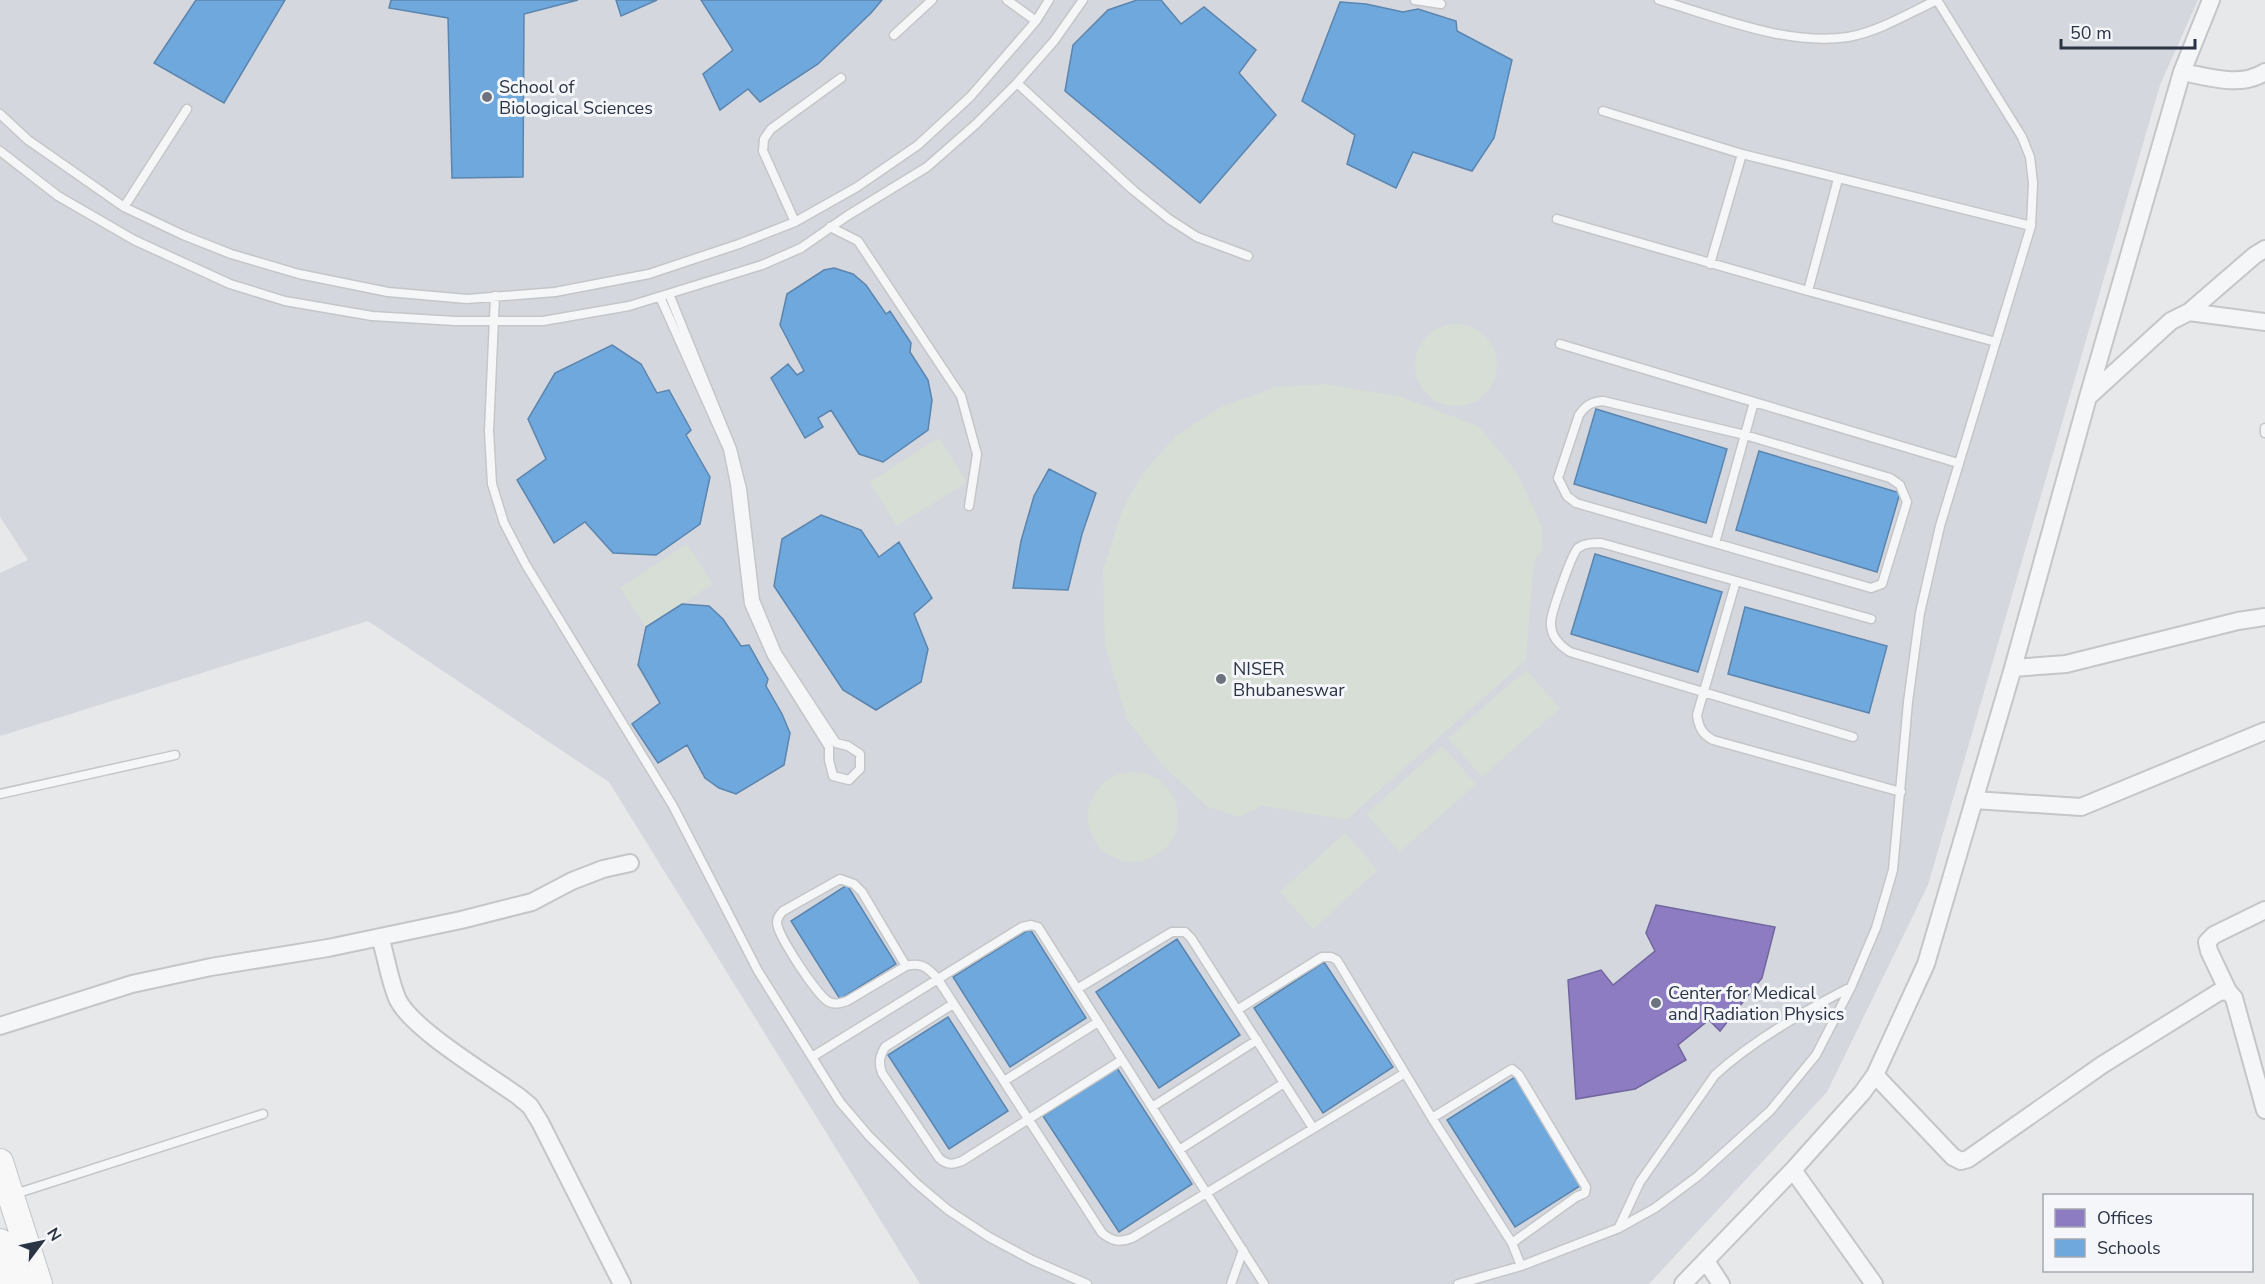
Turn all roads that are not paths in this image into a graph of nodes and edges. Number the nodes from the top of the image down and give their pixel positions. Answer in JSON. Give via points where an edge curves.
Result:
{"nodes":[{"id":1,"x":932,"y":0,"type":"edge"},
{"id":2,"x":1007,"y":0,"type":"edge"},
{"id":3,"x":1049,"y":0,"type":"edge"},
{"id":4,"x":1083,"y":0,"type":"edge"},
{"id":5,"x":1415,"y":0,"type":"edge"},
{"id":6,"x":1659,"y":0,"type":"edge"},
{"id":7,"x":1937,"y":0,"type":"edge"},
{"id":8,"x":2211,"y":0,"type":"edge"},
{"id":9,"x":1441,"y":4,"type":"dead end"},
{"id":10,"x":1036,"y":21,"type":"junction"},
{"id":11,"x":894,"y":35,"type":"dead end"},
{"id":12,"x":2182,"y":72,"type":"junction"},
{"id":13,"x":2265,"y":72,"type":"edge"},
{"id":14,"x":841,"y":78,"type":"dead end"},
{"id":15,"x":1017,"y":83,"type":"junction"},
{"id":16,"x":187,"y":109,"type":"dead end"},
{"id":17,"x":1603,"y":111,"type":"dead end"},
{"id":18,"x":0,"y":114,"type":"edge"},
{"id":19,"x":0,"y":151,"type":"edge"},
{"id":20,"x":1742,"y":154,"type":"junction"},
{"id":21,"x":1838,"y":179,"type":"junction"},
{"id":22,"x":124,"y":207,"type":"junction"},
{"id":23,"x":1557,"y":219,"type":"dead end"},
{"id":24,"x":795,"y":222,"type":"junction"},
{"id":25,"x":2031,"y":226,"type":"junction"},
{"id":26,"x":830,"y":227,"type":"junction"},
{"id":27,"x":2265,"y":249,"type":"edge"},
{"id":28,"x":1248,"y":256,"type":"dead end"},
{"id":29,"x":1710,"y":264,"type":"junction"},
{"id":30,"x":1808,"y":291,"type":"junction"},
{"id":31,"x":665,"y":295,"type":"junction"},
{"id":32,"x":495,"y":296,"type":"junction"},
{"id":33,"x":2189,"y":312,"type":"junction"},
{"id":34,"x":495,"y":321,"type":"junction"},
{"id":35,"x":2265,"y":322,"type":"edge"},
{"id":36,"x":1996,"y":342,"type":"junction"},
{"id":37,"x":1560,"y":344,"type":"dead end"},
{"id":38,"x":2088,"y":397,"type":"junction"},
{"id":39,"x":1754,"y":402,"type":"junction"},
{"id":40,"x":1745,"y":435,"type":"junction"},
{"id":41,"x":1958,"y":463,"type":"junction"},
{"id":42,"x":969,"y":506,"type":"dead end"},
{"id":43,"x":1715,"y":543,"type":"junction"},
{"id":44,"x":1736,"y":581,"type":"junction"},
{"id":45,"x":2265,"y":617,"type":"edge"},
{"id":46,"x":1871,"y":619,"type":"dead end"},
{"id":47,"x":2013,"y":668,"type":"junction"},
{"id":48,"x":1704,"y":693,"type":"junction"},
{"id":49,"x":2265,"y":731,"type":"edge"},
{"id":50,"x":1853,"y":737,"type":"dead end"},
{"id":51,"x":175,"y":755,"type":"dead end"},
{"id":52,"x":1901,"y":792,"type":"junction"},
{"id":53,"x":0,"y":794,"type":"edge"},
{"id":54,"x":1974,"y":800,"type":"junction"},
{"id":55,"x":630,"y":863,"type":"dead end"},
{"id":56,"x":2265,"y":910,"type":"edge"},
{"id":57,"x":380,"y":937,"type":"junction"},
{"id":58,"x":906,"y":966,"type":"junction"},
{"id":59,"x":937,"y":978,"type":"junction"},
{"id":60,"x":1851,"y":987,"type":"junction"},
{"id":61,"x":1077,"y":989,"type":"junction"},
{"id":62,"x":2228,"y":991,"type":"junction"},
{"id":63,"x":953,"y":1004,"type":"junction"},
{"id":64,"x":1237,"y":1010,"type":"junction"},
{"id":65,"x":1098,"y":1022,"type":"junction"},
{"id":66,"x":0,"y":1026,"type":"edge"},
{"id":67,"x":1257,"y":1040,"type":"junction"},
{"id":68,"x":812,"y":1057,"type":"junction"},
{"id":69,"x":1122,"y":1060,"type":"junction"},
{"id":70,"x":1405,"y":1073,"type":"junction"},
{"id":71,"x":1875,"y":1075,"type":"junction"},
{"id":72,"x":1004,"y":1082,"type":"junction"},
{"id":73,"x":1284,"y":1083,"type":"junction"},
{"id":74,"x":1152,"y":1107,"type":"junction"},
{"id":75,"x":2265,"y":1110,"type":"edge"},
{"id":76,"x":263,"y":1114,"type":"dead end"},
{"id":77,"x":1432,"y":1118,"type":"junction"},
{"id":78,"x":1028,"y":1120,"type":"junction"},
{"id":79,"x":1313,"y":1128,"type":"junction"},
{"id":80,"x":1179,"y":1150,"type":"junction"},
{"id":81,"x":0,"y":1162,"type":"edge"},
{"id":82,"x":1793,"y":1170,"type":"junction"},
{"id":83,"x":1207,"y":1194,"type":"junction"},
{"id":84,"x":11,"y":1196,"type":"junction"},
{"id":85,"x":1619,"y":1228,"type":"junction"},
{"id":86,"x":0,"y":1242,"type":"edge"},
{"id":87,"x":1512,"y":1243,"type":"junction"},
{"id":88,"x":1243,"y":1250,"type":"junction"},
{"id":89,"x":1707,"y":1260,"type":"junction"},
{"id":90,"x":1521,"y":1266,"type":"junction"},
{"id":91,"x":13,"y":1284,"type":"edge"},
{"id":92,"x":39,"y":1284,"type":"edge"},
{"id":93,"x":622,"y":1284,"type":"edge"},
{"id":94,"x":1087,"y":1284,"type":"edge"},
{"id":95,"x":1231,"y":1284,"type":"edge"},
{"id":96,"x":1264,"y":1284,"type":"edge"},
{"id":97,"x":1458,"y":1284,"type":"edge"},
{"id":98,"x":1683,"y":1284,"type":"edge"},
{"id":99,"x":1721,"y":1284,"type":"edge"},
{"id":100,"x":1874,"y":1284,"type":"edge"}],
"edges":[{"from":1,"to":11,"type":"lane"},
{"from":2,"to":10,"type":"lane"},
{"from":3,"to":10,"type":"lane"},
{"from":4,"to":15,"type":"lane"},
{"from":5,"to":9,"type":"lane"},
{"from":6,"to":7,"type":"lane","via":[[1773,33],[1823,39],[1850,37]]},
{"from":7,"to":25,"type":"lane","via":[[2022,136],[2030,157],[2033,183]]},
{"from":8,"to":12,"type":"street"},
{"from":10,"to":24,"type":"lane","via":[[970,97],[918,145],[857,187]]},
{"from":12,"to":13,"type":"street","via":[[2241,81]]},
{"from":12,"to":38,"type":"street"},
{"from":14,"to":24,"type":"lane","via":[[771,129],[764,139],[763,151]]},
{"from":15,"to":26,"type":"lane","via":[[927,167]]},
{"from":15,"to":28,"type":"lane","via":[[1169,219],[1197,237]]},
{"from":16,"to":22,"type":"lane"},
{"from":17,"to":20,"type":"lane"},
{"from":18,"to":22,"type":"lane","via":[[28,140]]},
{"from":19,"to":34,"type":"lane","via":[[58,196],[134,240],[230,284],[285,301],[372,316]]},
{"from":20,"to":21,"type":"lane"},
{"from":20,"to":29,"type":"lane"},
{"from":21,"to":25,"type":"lane"},
{"from":21,"to":30,"type":"lane"},
{"from":22,"to":32,"type":"lane","via":[[212,246],[299,274],[388,292],[467,299]]},
{"from":23,"to":29,"type":"lane"},
{"from":24,"to":32,"type":"lane","via":[[649,274],[555,291]]},
{"from":25,"to":36,"type":"lane"},
{"from":26,"to":31,"type":"lane","via":[[801,248],[762,265]]},
{"from":26,"to":42,"type":"lane","via":[[858,241],[961,396],[977,454]]},
{"from":27,"to":33,"type":"street"},
{"from":29,"to":30,"type":"lane"},
{"from":30,"to":36,"type":"lane"},
{"from":31,"to":31,"type":"lane","via":[[732,449],[742,489],[755,600],[777,653],[836,743],[860,754],[860,769],[849,780],[833,776],[829,747],[772,656],[749,604],[728,449]]},
{"from":31,"to":34,"type":"lane","via":[[629,306],[543,321]]},
{"from":32,"to":34,"type":"lane"},
{"from":33,"to":35,"type":"street"},
{"from":33,"to":38,"type":"street","via":[[2171,321]]},
{"from":34,"to":68,"type":"lane","via":[[489,431],[492,484],[504,523],[673,806],[758,971]]},
{"from":36,"to":41,"type":"lane"},
{"from":37,"to":39,"type":"lane"},
{"from":38,"to":47,"type":"street"},
{"from":39,"to":40,"type":"lane"},
{"from":39,"to":41,"type":"lane"},
{"from":40,"to":43,"type":"lane"},
{"from":40,"to":43,"type":"lane","via":[[1603,401],[1593,402],[1584,406],[1579,415],[1558,478],[1576,503]]},
{"from":40,"to":43,"type":"lane","via":[[1890,478],[1899,485],[1907,502],[1885,579],[1877,587]]},
{"from":41,"to":52,"type":"lane","via":[[1920,614]]},
{"from":44,"to":46,"type":"lane"},
{"from":44,"to":48,"type":"lane"},
{"from":44,"to":48,"type":"lane","via":[[1601,543],[1588,543],[1578,548],[1571,559],[1550,621],[1558,645],[1570,652]]},
{"from":45,"to":47,"type":"street","via":[[2066,664]]},
{"from":47,"to":54,"type":"street"},
{"from":48,"to":50,"type":"lane"},
{"from":48,"to":52,"type":"lane","via":[[1697,715],[1703,735]]},
{"from":49,"to":54,"type":"street","via":[[2081,807]]},
{"from":51,"to":53,"type":"lane"},
{"from":52,"to":60,"type":"lane","via":[[1893,870],[1876,928]]},
{"from":54,"to":71,"type":"street","via":[[1926,964]]},
{"from":55,"to":57,"type":"street","via":[[572,881],[532,902]]},
{"from":56,"to":62,"type":"street","via":[[2206,942]]},
{"from":57,"to":66,"type":"street","via":[[132,984]]},
{"from":57,"to":93,"type":"street","via":[[398,1000],[407,1013],[530,1106]]},
{"from":58,"to":58,"type":"lane","via":[[862,892],[848,880],[840,879],[778,917],[782,938],[828,1002],[848,1001]]},
{"from":58,"to":59,"type":"lane","via":[[921,965]]},
{"from":59,"to":61,"type":"lane","via":[[1031,925],[1038,927]]},
{"from":59,"to":63,"type":"lane"},
{"from":59,"to":68,"type":"lane"},
{"from":60,"to":85,"type":"lane","via":[[1816,1055],[1770,1111],[1698,1176],[1654,1209]]},
{"from":60,"to":85,"type":"lane","via":[[1797,1017],[1715,1075],[1641,1182]]},
{"from":61,"to":64,"type":"lane","via":[[1179,931],[1191,938]]},
{"from":61,"to":65,"type":"lane"},
{"from":62,"to":71,"type":"street","via":[[2219,992],[2102,1065],[1961,1161]]},
{"from":62,"to":75,"type":"street","via":[[2234,998]]},
{"from":63,"to":72,"type":"lane"},
{"from":63,"to":78,"type":"lane","via":[[885,1047],[879,1063],[882,1072],[946,1164],[962,1161]]},
{"from":64,"to":67,"type":"lane"},
{"from":64,"to":70,"type":"lane","via":[[1322,957],[1331,957],[1337,960]]},
{"from":65,"to":69,"type":"lane"},
{"from":65,"to":72,"type":"lane"},
{"from":67,"to":73,"type":"lane"},
{"from":67,"to":74,"type":"lane"},
{"from":68,"to":94,"type":"lane","via":[[869,1136],[948,1210],[1032,1260]]},
{"from":69,"to":74,"type":"lane"},
{"from":69,"to":78,"type":"lane"},
{"from":70,"to":77,"type":"lane"},
{"from":70,"to":79,"type":"lane"},
{"from":71,"to":82,"type":"street"},
{"from":72,"to":78,"type":"lane"},
{"from":73,"to":79,"type":"lane"},
{"from":73,"to":80,"type":"lane"},
{"from":74,"to":80,"type":"lane"},
{"from":76,"to":84,"type":"lane"},
{"from":77,"to":87,"type":"lane"},
{"from":77,"to":87,"type":"lane","via":[[1512,1069],[1519,1075],[1586,1193]]},
{"from":78,"to":83,"type":"lane","via":[[1102,1233],[1111,1240],[1122,1242],[1132,1238]]},
{"from":79,"to":83,"type":"lane"},
{"from":80,"to":83,"type":"lane"},
{"from":81,"to":84,"type":"main road"},
{"from":82,"to":89,"type":"street"},
{"from":82,"to":100,"type":"street"},
{"from":83,"to":88,"type":"lane"},
{"from":84,"to":92,"type":"main road"},
{"from":85,"to":90,"type":"lane"},
{"from":86,"to":91,"type":"main road"},
{"from":87,"to":90,"type":"lane"},
{"from":88,"to":95,"type":"lane"},
{"from":88,"to":96,"type":"lane"},
{"from":89,"to":98,"type":"street"},
{"from":89,"to":99,"type":"street"},
{"from":90,"to":97,"type":"lane"}]}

══════════════════════════════

Exercise description |
Provide every line from the material that contains the word "edges".

Task result |
Turn all roads that are not paths in this image into a graph of nodes and edges. Number the nodes from the top of the image down and give their pixel positions. Answer in JSON. Give via points where an edge curves.
"edges":[{"from":1,"to":11,"type":"lane"},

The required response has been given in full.